#### YOUR GOAL:
Leave out the images and transcribe the entries below word for word.

[Collected data entries]
^^^^
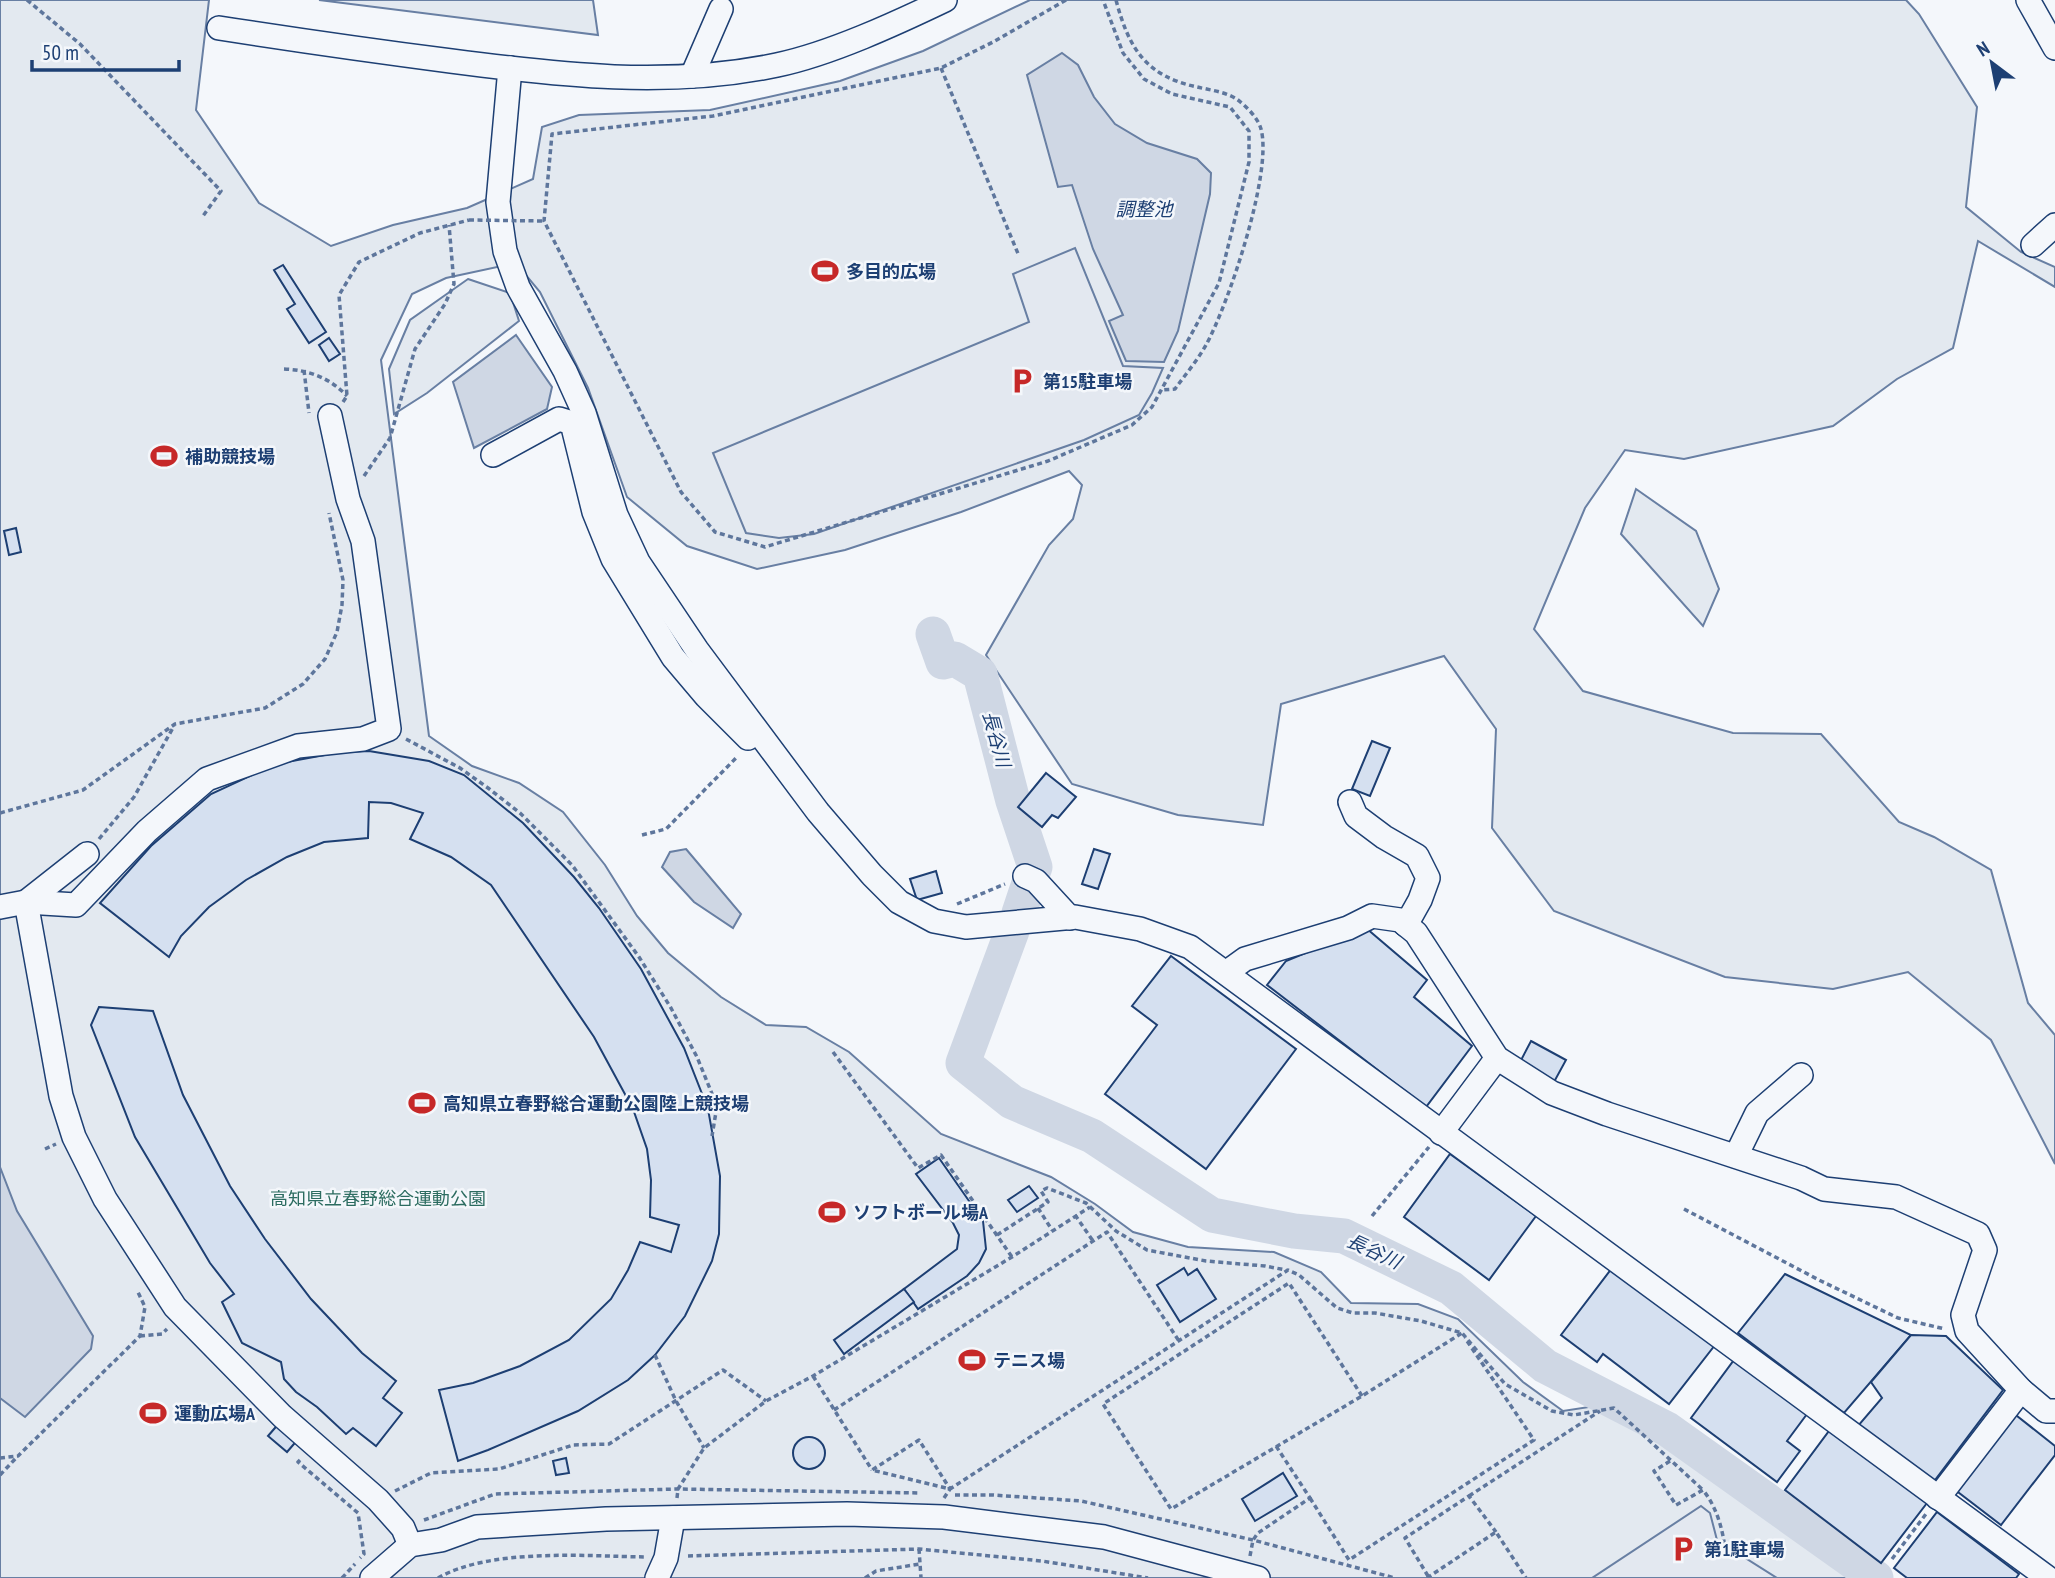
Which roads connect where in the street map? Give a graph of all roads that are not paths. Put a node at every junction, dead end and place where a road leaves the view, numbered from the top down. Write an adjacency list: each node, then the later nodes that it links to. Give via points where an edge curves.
1 (946, 0): 7 (street, via 848,42 780,64)
2 (2028, 0): 5 (street)
3 (720, 9): 7 (street)
4 (219, 28): 6 (street)
5 (2055, 48)
6 (510, 68): 7 (street, via 616,78); 12 (street, via 498,202 505,251 518,287 584,413 616,515 638,562)
7 (692, 76)
8 (2055, 226): 9 (street)
9 (2034, 245)
10 (320, 418): 16 (street, via 337,500 363,541 389,729 363,739 298,746 207,779 146,831 76,905)
11 (493, 455): 12 (street, via 559,419 572,424 594,512 613,559 673,657 752,742 775,775)
12 (810, 802): 18 (street, via 899,902 934,921 966,927)
13 (1350, 802): 19 (street, via 1356,816 1417,856 1428,878)
14 (87, 854): 16 (street)
15 (1025, 876): 18 (street, via 1036,881)
16 (26, 902): 17 (street); 29 (street, via 61,1096 74,1137 105,1199 175,1307 282,1416 378,1500 403,1528)
17 (2, 907)
18 (1070, 918): 20 (street, via 1140,929 1190,947)
19 (1406, 925): 20 (street, via 1400,919 1372,916 1348,928 1245,959); 21 (street, via 1416,933)
20 (1227, 972): 23 (street)
21 (1497, 1058): 23 (street); 24 (street, via 1552,1093)
22 (1801, 1075): 24 (street, via 1757,1113)
23 (1441, 1133): 27 (street)
24 (1736, 1156): 25 (street, via 1824,1189 1896,1197 1978,1234 1985,1250 1963,1315 1967,1331)
25 (2021, 1390): 26 (street, via 2046,1412); 27 (street)
26 (2055, 1411)
27 (1938, 1498): 33 (street)
28 (673, 1518): 29 (street, via 477,1527); 30 (street); 31 (street, via 944,1517 1104,1538)
29 (410, 1545): 32 (street)
30 (661, 1568)
31 (1252, 1577)
32 (372, 1578)
33 (2048, 1578)

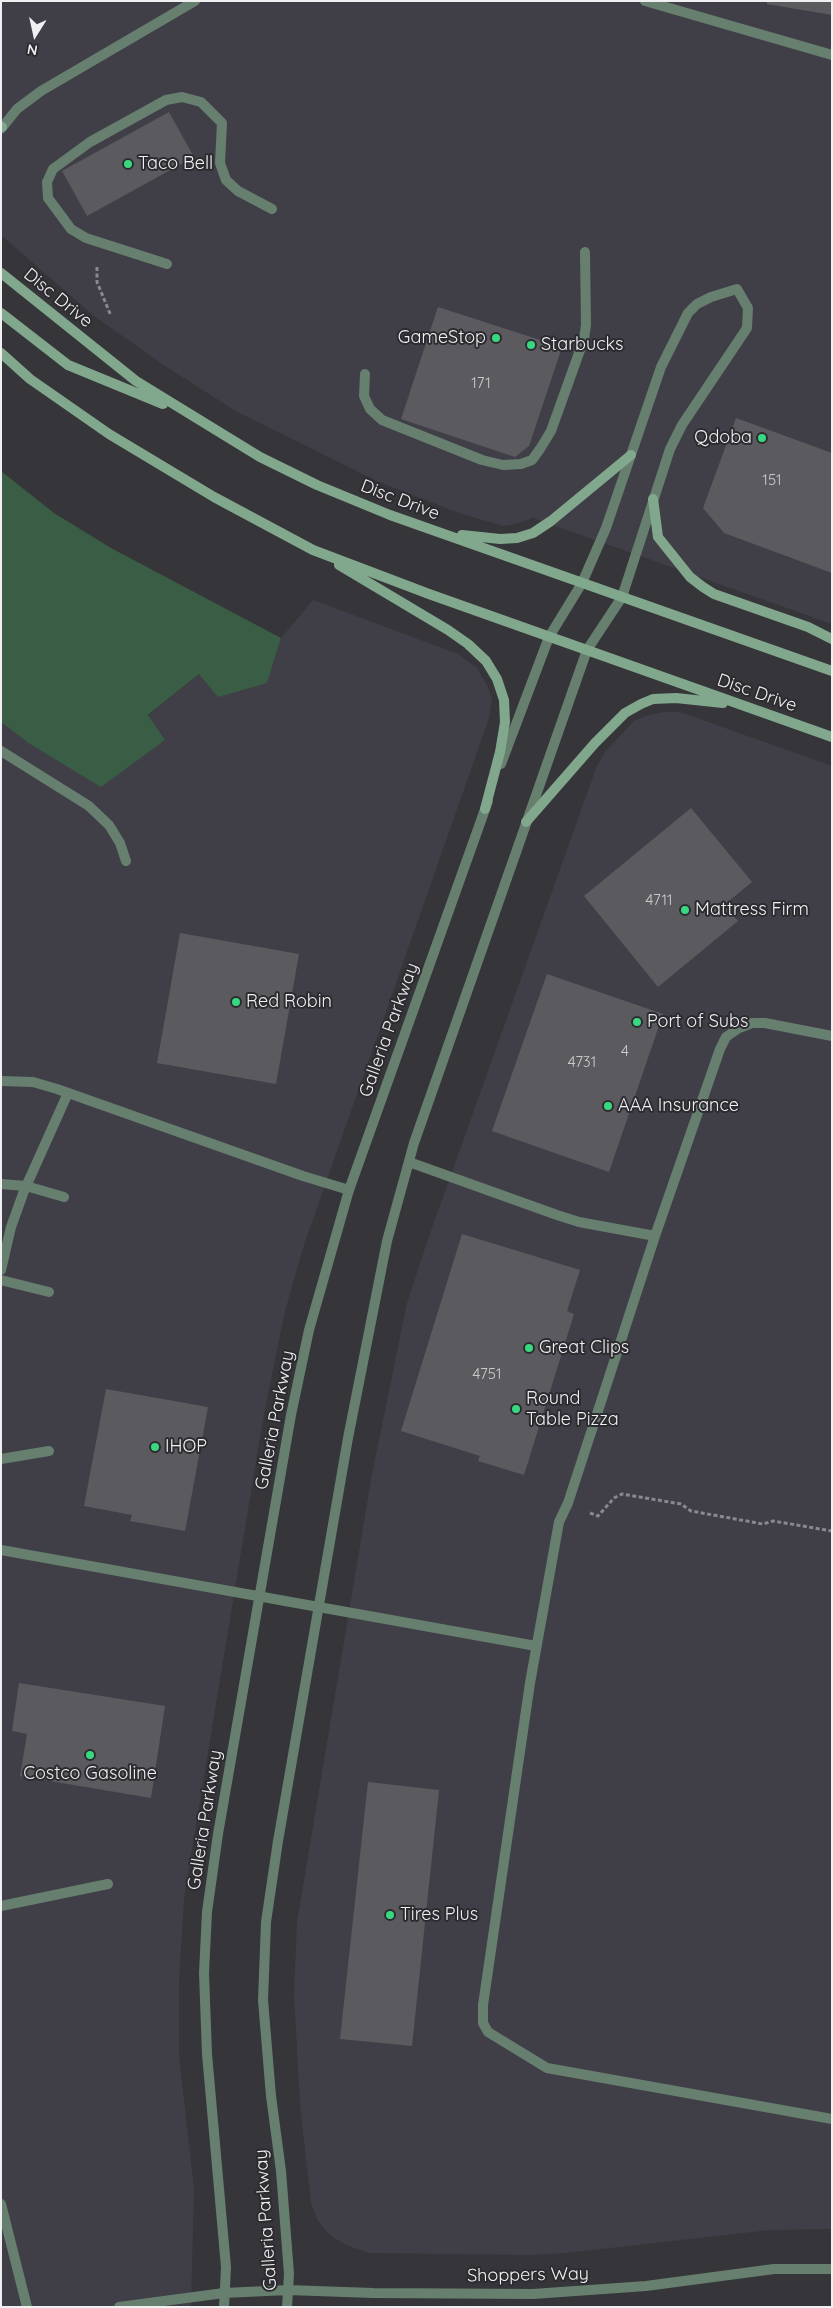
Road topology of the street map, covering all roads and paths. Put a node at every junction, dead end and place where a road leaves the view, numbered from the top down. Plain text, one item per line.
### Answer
1 (195, 1) edge
2 (644, 1) edge
3 (832, 55) edge
4 (2, 128) edge
5 (272, 209) dead end
6 (585, 252) dead end
7 (97, 260) dead end
8 (167, 264) dead end
9 (1, 273) edge
10 (1, 314) edge
11 (111, 316) dead end
12 (1, 353) edge
13 (365, 374) dead end
14 (185, 412) junction
15 (630, 455) junction
16 (653, 499) junction
17 (423, 526) junction
18 (317, 552) junction
19 (582, 583) junction
20 (622, 596) junction
21 (549, 637) junction
22 (832, 638) edge
23 (587, 650) junction
24 (832, 671) edge
25 (742, 705) junction
26 (832, 737) edge
27 (1, 751) edge
28 (485, 809) junction
29 (526, 822) junction
30 (126, 861) dead end
31 (832, 1036) edge
32 (1, 1080) edge
33 (68, 1093) junction
34 (409, 1162) junction
35 (1, 1184) edge
36 (26, 1186) junction
37 (349, 1190) junction
38 (64, 1197) dead end
39 (655, 1236) junction
40 (1, 1270) edge
41 (1, 1280) edge
42 (49, 1292) dead end
43 (49, 1451) dead end
44 (1, 1460) edge
45 (590, 1513) dead end
46 (832, 1532) edge
47 (1, 1550) edge
48 (260, 1596) junction
49 (318, 1608) junction
50 (536, 1646) junction
51 (108, 1884) dead end
52 (1, 1906) edge
53 (832, 2119) edge
54 (1, 2204) edge
55 (832, 2269) edge
56 (288, 2290) junction
57 (224, 2293) junction
58 (27, 2307) edge
59 (119, 2307) edge
60 (224, 2307) edge
61 (287, 2307) edge

1 - 4 street
2 - 3 street
5 - 8 street
6 - 13 street
7 - 11 path
9 - 14 main road, Disc Drive
10 - 14 main road
12 - 18 main road, Disc Drive
14 - 17 main road, Disc Drive
15 - 16 street, Galleria Parkway
15 - 17 main road
15 - 19 street, Galleria Parkway
16 - 20 street, Galleria Parkway
16 - 22 main road
17 - 19 main road, Disc Drive
18 - 21 main road, Disc Drive
18 - 28 main road
19 - 20 main road, Disc Drive
19 - 21 street, Galleria Parkway
20 - 23 street, Galleria Parkway
20 - 24 main road, Disc Drive
21 - 23 main road, Disc Drive
21 - 28 street, Galleria Parkway
23 - 25 main road, Disc Drive
23 - 29 street, Galleria Parkway
25 - 26 main road, Disc Drive
25 - 29 main road
27 - 30 street
28 - 37 street, Galleria Parkway
29 - 34 street, Galleria Parkway
31 - 39 street
32 - 33 street
33 - 36 street
33 - 37 street
34 - 39 street
34 - 49 street, Galleria Parkway
35 - 36 street
36 - 38 street
36 - 40 street
37 - 48 street, Galleria Parkway
39 - 50 street
41 - 42 street
43 - 44 street
45 - 46 path
47 - 48 street
48 - 49 street
48 - 57 street, Galleria Parkway
49 - 50 street
49 - 56 street, Galleria Parkway
50 - 53 street
51 - 52 street
54 - 58 street
55 - 56 street, Shoppers Way
56 - 57 street, Shoppers Way
56 - 61 street, Galleria Parkway
57 - 59 street, Shoppers Way
57 - 60 street, Galleria Parkway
^^^^
#### RESPONSE FOR THIS EXERCISE:
Which roads connect where in the street map? Give a graph of all roads that are not paths. Put a node at every junction, dead end and place where a road leaves the view, numbered from the top down. Write an adjacency list: each node, then the later nodes that it links to. Give via points where an edge curves.
1 (946, 0): 7 (street, via 848,42 780,64)
2 (2028, 0): 5 (street)
3 (720, 9): 7 (street)
4 (219, 28): 6 (street)
5 (2055, 48)
6 (510, 68): 7 (street, via 616,78); 12 (street, via 498,202 505,251 518,287 584,413 616,515 638,562)
7 (692, 76)
8 (2055, 226): 9 (street)
9 (2034, 245)
10 (320, 418): 16 (street, via 337,500 363,541 389,729 363,739 298,746 207,779 146,831 76,905)
11 (493, 455): 12 (street, via 559,419 572,424 594,512 613,559 673,657 752,742 775,775)
12 (810, 802): 18 (street, via 899,902 934,921 966,927)
13 (1350, 802): 19 (street, via 1356,816 1417,856 1428,878)
14 (87, 854): 16 (street)
15 (1025, 876): 18 (street, via 1036,881)
16 (26, 902): 17 (street); 29 (street, via 61,1096 74,1137 105,1199 175,1307 282,1416 378,1500 403,1528)
17 (2, 907)
18 (1070, 918): 20 (street, via 1140,929 1190,947)
19 (1406, 925): 20 (street, via 1400,919 1372,916 1348,928 1245,959); 21 (street, via 1416,933)
20 (1227, 972): 23 (street)
21 (1497, 1058): 23 (street); 24 (street, via 1552,1093)
22 (1801, 1075): 24 (street, via 1757,1113)
23 (1441, 1133): 27 (street)
24 (1736, 1156): 25 (street, via 1824,1189 1896,1197 1978,1234 1985,1250 1963,1315 1967,1331)
25 (2021, 1390): 26 (street, via 2046,1412); 27 (street)
26 (2055, 1411)
27 (1938, 1498): 33 (street)
28 (673, 1518): 29 (street, via 477,1527); 30 (street); 31 (street, via 944,1517 1104,1538)
29 (410, 1545): 32 (street)
30 (661, 1568)
31 (1252, 1577)
32 (372, 1578)
33 (2048, 1578)

Road topology of the street map, covering all roads and paths. Put a node at every junction, dead end and place where a road leaves the view, numbered from the top down. Plain text, one item per line.
### Answer
1 (195, 1) edge
2 (644, 1) edge
3 (832, 55) edge
4 (2, 128) edge
5 (272, 209) dead end
6 (585, 252) dead end
7 (97, 260) dead end
8 (167, 264) dead end
9 (1, 273) edge
10 (1, 314) edge
11 (111, 316) dead end
12 (1, 353) edge
13 (365, 374) dead end
14 (185, 412) junction
15 (630, 455) junction
16 (653, 499) junction
17 (423, 526) junction
18 (317, 552) junction
19 (582, 583) junction
20 (622, 596) junction
21 (549, 637) junction
22 (832, 638) edge
23 (587, 650) junction
24 (832, 671) edge
25 (742, 705) junction
26 (832, 737) edge
27 (1, 751) edge
28 (485, 809) junction
29 (526, 822) junction
30 (126, 861) dead end
31 (832, 1036) edge
32 (1, 1080) edge
33 (68, 1093) junction
34 (409, 1162) junction
35 (1, 1184) edge
36 (26, 1186) junction
37 (349, 1190) junction
38 (64, 1197) dead end
39 (655, 1236) junction
40 (1, 1270) edge
41 (1, 1280) edge
42 (49, 1292) dead end
43 (49, 1451) dead end
44 (1, 1460) edge
45 (590, 1513) dead end
46 (832, 1532) edge
47 (1, 1550) edge
48 (260, 1596) junction
49 (318, 1608) junction
50 (536, 1646) junction
51 (108, 1884) dead end
52 (1, 1906) edge
53 (832, 2119) edge
54 (1, 2204) edge
55 (832, 2269) edge
56 (288, 2290) junction
57 (224, 2293) junction
58 (27, 2307) edge
59 (119, 2307) edge
60 (224, 2307) edge
61 (287, 2307) edge

1 - 4 street
2 - 3 street
5 - 8 street
6 - 13 street
7 - 11 path
9 - 14 main road, Disc Drive
10 - 14 main road
12 - 18 main road, Disc Drive
14 - 17 main road, Disc Drive
15 - 16 street, Galleria Parkway
15 - 17 main road
15 - 19 street, Galleria Parkway
16 - 20 street, Galleria Parkway
16 - 22 main road
17 - 19 main road, Disc Drive
18 - 21 main road, Disc Drive
18 - 28 main road
19 - 20 main road, Disc Drive
19 - 21 street, Galleria Parkway
20 - 23 street, Galleria Parkway
20 - 24 main road, Disc Drive
21 - 23 main road, Disc Drive
21 - 28 street, Galleria Parkway
23 - 25 main road, Disc Drive
23 - 29 street, Galleria Parkway
25 - 26 main road, Disc Drive
25 - 29 main road
27 - 30 street
28 - 37 street, Galleria Parkway
29 - 34 street, Galleria Parkway
31 - 39 street
32 - 33 street
33 - 36 street
33 - 37 street
34 - 39 street
34 - 49 street, Galleria Parkway
35 - 36 street
36 - 38 street
36 - 40 street
37 - 48 street, Galleria Parkway
39 - 50 street
41 - 42 street
43 - 44 street
45 - 46 path
47 - 48 street
48 - 49 street
48 - 57 street, Galleria Parkway
49 - 50 street
49 - 56 street, Galleria Parkway
50 - 53 street
51 - 52 street
54 - 58 street
55 - 56 street, Shoppers Way
56 - 57 street, Shoppers Way
56 - 61 street, Galleria Parkway
57 - 59 street, Shoppers Way
57 - 60 street, Galleria Parkway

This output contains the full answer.